Someone said to me recently that the biggest mistake papers ever made was to go on the Web.
They were arguing that if newspapers had just stayed in printed form then they wouldn’t be in the trouble they are now.
After working as a reporter and sub-editor/headline writer in a host of Irish newspapers, and The Salt Lake Tribune, one of the first U.S. papers to fully embrace the Web, I don’t think newspapers had a choice in the matter.
Whatever about that argument, there’s one thing involving newspapers that hasn’t really evolved that much at all.
And it’s an absolute head-scratcher to me.
I’m talking about the humble press release.
It’s the perfect opportunity to tailor your message for print and broadcast news outlets.
But far too often companies, or government entities, still send out press releases that are almost predetermined to fail in that intention.
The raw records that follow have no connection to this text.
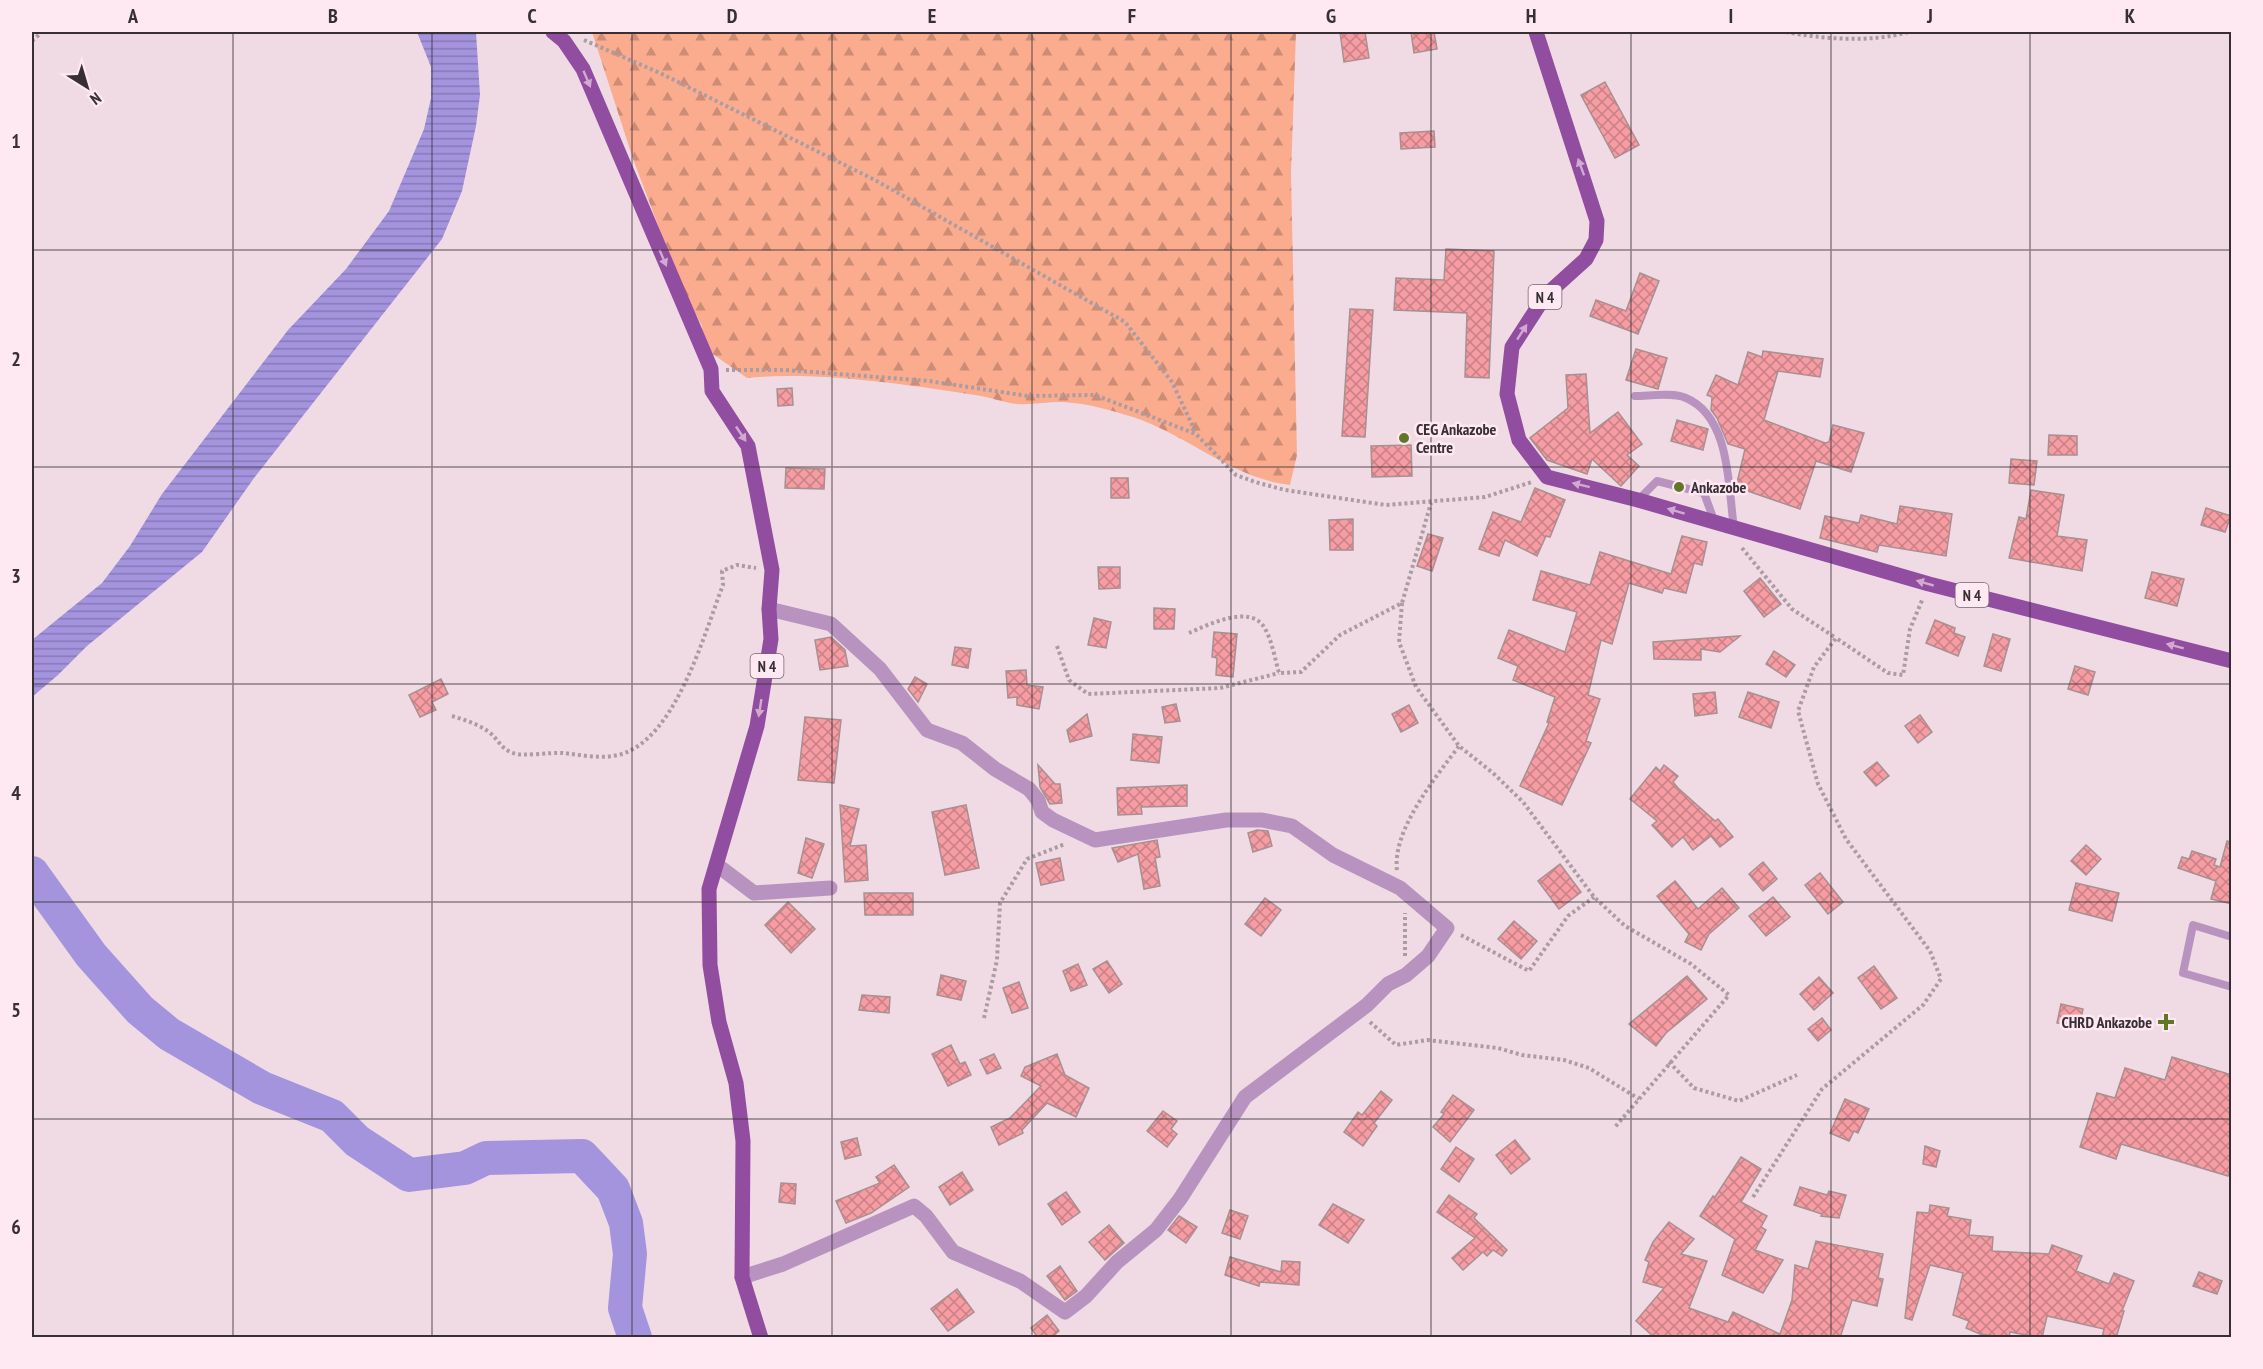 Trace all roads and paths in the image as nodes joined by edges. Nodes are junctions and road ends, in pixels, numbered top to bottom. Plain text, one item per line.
1 (42, 32) edge
2 (553, 32) edge
3 (1536, 32) edge
4 (1786, 32) edge
5 (1908, 32) edge
6 (575, 36) dead end
7 (32, 40) edge
8 (711, 369) junction
9 (1635, 396) dead end
10 (1196, 434) junction
11 (1547, 477) junction
12 (1638, 500) junction
13 (1431, 502) junction
14 (1715, 523) junction
15 (1735, 536) junction
16 (772, 570) junction
17 (1929, 584) junction
18 (1402, 603) junction
19 (769, 609) junction
20 (1189, 633) dead end
21 (1836, 638) junction
22 (1057, 646) dead end
23 (2232, 661) edge
24 (1279, 673) junction
25 (452, 716) dead end
26 (1460, 746) junction
27 (1095, 840) junction
28 (717, 865) junction
29 (830, 888) dead end
30 (1400, 888) junction
31 (1594, 897) junction
32 (1447, 928) junction
33 (2232, 937) edge
34 (1406, 975) junction
35 (2232, 987) edge
36 (1358, 1011) junction
37 (984, 1018) dead end
38 (1669, 1062) junction
39 (1797, 1075) dead end
40 (1639, 1099) junction
41 (1615, 1127) dead end
42 (1753, 1197) dead end
43 (742, 1278) junction
44 (761, 1338) edge

1 - 7 path
2 -> 8 main road, N 4
11 -> 3 main road, N 4
4 - 5 path
6 - 10 path
8 - 10 path
8 -> 16 main road, N 4
9 - 15 lane
10 - 13 path
12 -> 11 main road, N 4
11 - 13 path
14 -> 12 main road, N 4
12 - 14 lane
13 - 18 path
14 - 15 main road, N 4
17 -> 15 main road, N 4
15 - 21 path
16 - 19 main road, N 4
16 - 25 path
17 - 21 path
23 -> 17 main road, N 4
18 - 24 path
18 - 26 path
19 - 27 street
19 -> 28 main road, N 4
20 - 24 path
21 - 42 path
22 - 24 path
26 - 30 path
26 - 31 path
27 - 30 street
27 - 37 path
28 - 29 street
28 - 43 main road, N 4
30 - 32 street
30 - 34 path
31 - 32 path
31 - 38 path
32 - 34 street
33 - 35 lane
34 - 36 street
36 - 40 path
36 - 43 street
38 - 39 path
38 - 40 path
40 - 41 path
43 - 44 main road, N 4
And the fix isn’t that hard, because it’s all about the fundamentals of storytelling.
The best press releases are just like any other story.
They MUST engage the audience.
So how do we do that?
Here’s five top tips… with help from Albert Brooks, Holly Hunter, Cliffs Notes, Kevin from The Office (U.S.) and a former New York Times reporter.
1. Don’t bury the lead
What’s the most important information you’re trying to convey?
For example, supposing there’s a major European health conference being hosted in Dublin. Let’s say every EU member state health minister is in attendance.
And let’s imagine our own Irish health minister is giving the keynote speech, and they announce a major new initiative.
Too often, a press release announcing this will lead off with something like:
“Health ministers from across the EU gathered at a special conference in Dublin Castle today along with stakeholders from across the sector including representative bodies of healthcare workers, consultants and patients rights’ groups from 28 countries.
“Over 500 delegates are in attendance to discuss issues around better stakeholder engagement, improved ways to measure patient outcomes, and best practice project management across the EU.